If you look at the world economies that are still thriving despite the backwash from the financial meltdown of 2008, they tend to be those where people don't just shunt money around in ever more exotic ways, but where they actually make or develop things. However, the scientists and engineers who come up with the ideas behind these ventures often do not have the commercial skills or experience to turn their inspiration into a viable business that can make their invention fulfil its true potential. For every James Dyson with his knighthood and estimated worth of around £15bn, or the founders of Instagram, the photo sharing application for smartphones that was recently snapped up by Facebook for $1bn (£650m), there are hundreds, perhaps even thousands of IT geeks and bio-tech researchers whose dreams never turn into reality.
Now, that could be changing. The international business community has decided that it's time to help turn these backroom inventors into successful entrepreneurs.
At one of the UK's top engineering universities, the Loughborough University School of Business and Economics, the link between the technical and the commercial is forged through a core module called "managing innovation". Students are put into groups and offered a choice of new technologies that have not yet been fully commercialised. The groups then research the business potential of their selected technology over the course of the module and present their evaluation back to a technologist. "It enables students to work alongside technologists in developing a commercialisation strategy to take new products or services to market," says Stuart West, the MBA programmes director. "And it's also a golden opportunity to team up with technologists to create a start-up of their own."
The module was the brainchild of the school's enterprise veteran, Professor Graham Boocock, and uses the Technology, Entrepreneurship and Commercialisation (TEC) algorithm that was first developed at North Carolina State University in the US. The TEC algorithm has been specifically designed to assess new innovations with high growth potential. Ventures in the US associated with its use have already attracted more that $200m (£120m) in venture capital funding.
Elsewhere, the reputation of a parent university for science is helping potential students to see that studying at its business school would be less of a culture shock than might be otherwise expected. For example, Timothy Kaan had spent all of his career in pharmacology and neuroscience. He earned a PhD from King's College London and engaged in post-doctoral work at the University of California before taking an MBA at Oxford University's Saïd Business School. "The deciding factor for me was Oxford's name in science and healthcare research," he says. "I was hoping to find opportunities to interact with the wider research community in Oxford and that's proven to be one of the most rewarding experiences – being able to share my business management skills with scientific researchers and collaborate on strategies to commercialise their ideas."

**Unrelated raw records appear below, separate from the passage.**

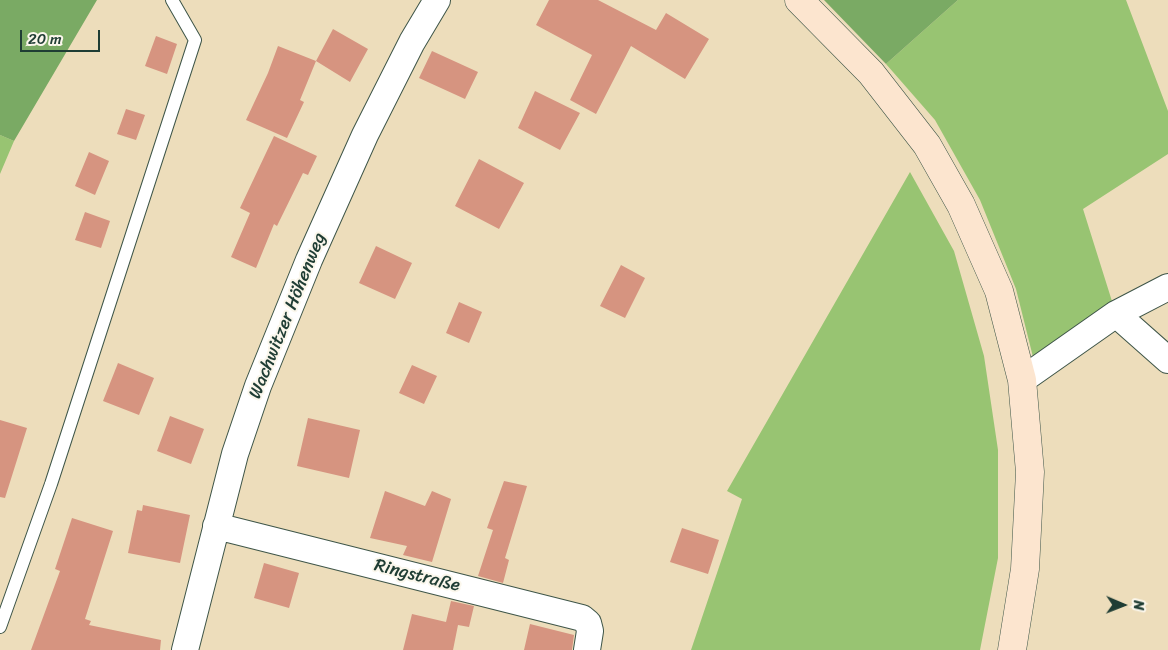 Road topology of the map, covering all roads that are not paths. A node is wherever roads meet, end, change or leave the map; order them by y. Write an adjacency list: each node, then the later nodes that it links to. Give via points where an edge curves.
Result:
1 (172, 0): 9 (lane, via 195,40 51,484)
2 (437, 0): 8 (street, Wachwitzer Höhenweg, via 364,135 309,260 258,386)
3 (799, 0): 7 (street, via 871,73 927,145 961,205 999,292)
4 (1168, 287): 5 (street)
5 (1116, 314): 6 (street); 7 (street)
6 (1168, 360)
7 (1022, 380): 12 (street, via 1030,472 1025,569)
8 (216, 526): 10 (street, Wachwitzer Höhenweg); 11 (street, Ringstraße, via 582,618 590,631)
9 (0, 627)
10 (185, 650)
11 (587, 650)
12 (1012, 650)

In the USA, a number of major business schools are trying to tackle the challenge by forging strong links with their counterparts in the engineering arena. In California, for example, the Stanford Graduate School of Business and the engineering school at the university share joint classes and programs to help bridge the knowledge gap. In New York state, the Johnson Business School has created the Cornell Center for Technology Enterprise and Commercialisation, which helps students and alumni to develop ideas generated by its university's engineers and scientists. And at MIT, perhaps the country's foremost technology hub, links between the university and the business school have helped create more than 25,000 companies employing approximately 3 million people and generating as much wealth as the world's eleventh biggest economy.
In Europe, the EM Lyon business school has taken the view that the mix of the technical and commercial also needs fostering earlier on in a career than at the conventional MBA stage, and on an international basis. The school has partnered with the Krannert School of Management, the business school of one of the US' leading engineering schools, Purdue and one of China's foremost research universities Zhejiang for the Global Entrepreneurship Program (GEP). Described as a "pre-experience" programme aimed at first degree graduates with little or no work experience, the GEP is particularly targeted at potential students from scientific or engineering backgrounds.
Patrice Houdayer, the instigator of the programme at EM Lyon argues that it's essential to put any new invention into a business context as early as possible in its development and to start thinking of its potential, not just on a domestic, but a global scale. "Start-ups used to have to develop through a very definite series of steps, from garage to local to national to international," he says. "Today the internet has given them a platform to go worldwide almost immediately, but while that brings a whole new set of business opportunities it also presents new problems and challenges. The Global Entrepreneurship Program is designed to tackle this by giving them the requisite understanding of how to build a viable company and, at the same time, plugging them into a global network of contacts and showing them the different ways that business is conducted in major markets around the world."
By taking the "techie" out of the lab or workshop and equipping them with the commercial skills they so often miss out on, it's just possible that business schools may be developing, not just the next James Dyson, but even the next Jobs, Gates or Zuckerberg. But Patrice Houdayer warns that schools will never be able to develop something that isn't there in the first place: "It doesn't really matter when a student comes into an entrepreneurship programmes, whether it's at the MBA level or earlier on. What counts is that the person is ready for the experience and is going to do something with it. We can develop entrepreneurs but we'll never be able to manufacture them from scratch. It's down to the individual to do the analysis and decide whether they have the drive and the will to make a new enterprise work or whether a large corporate environment is where they should make their career."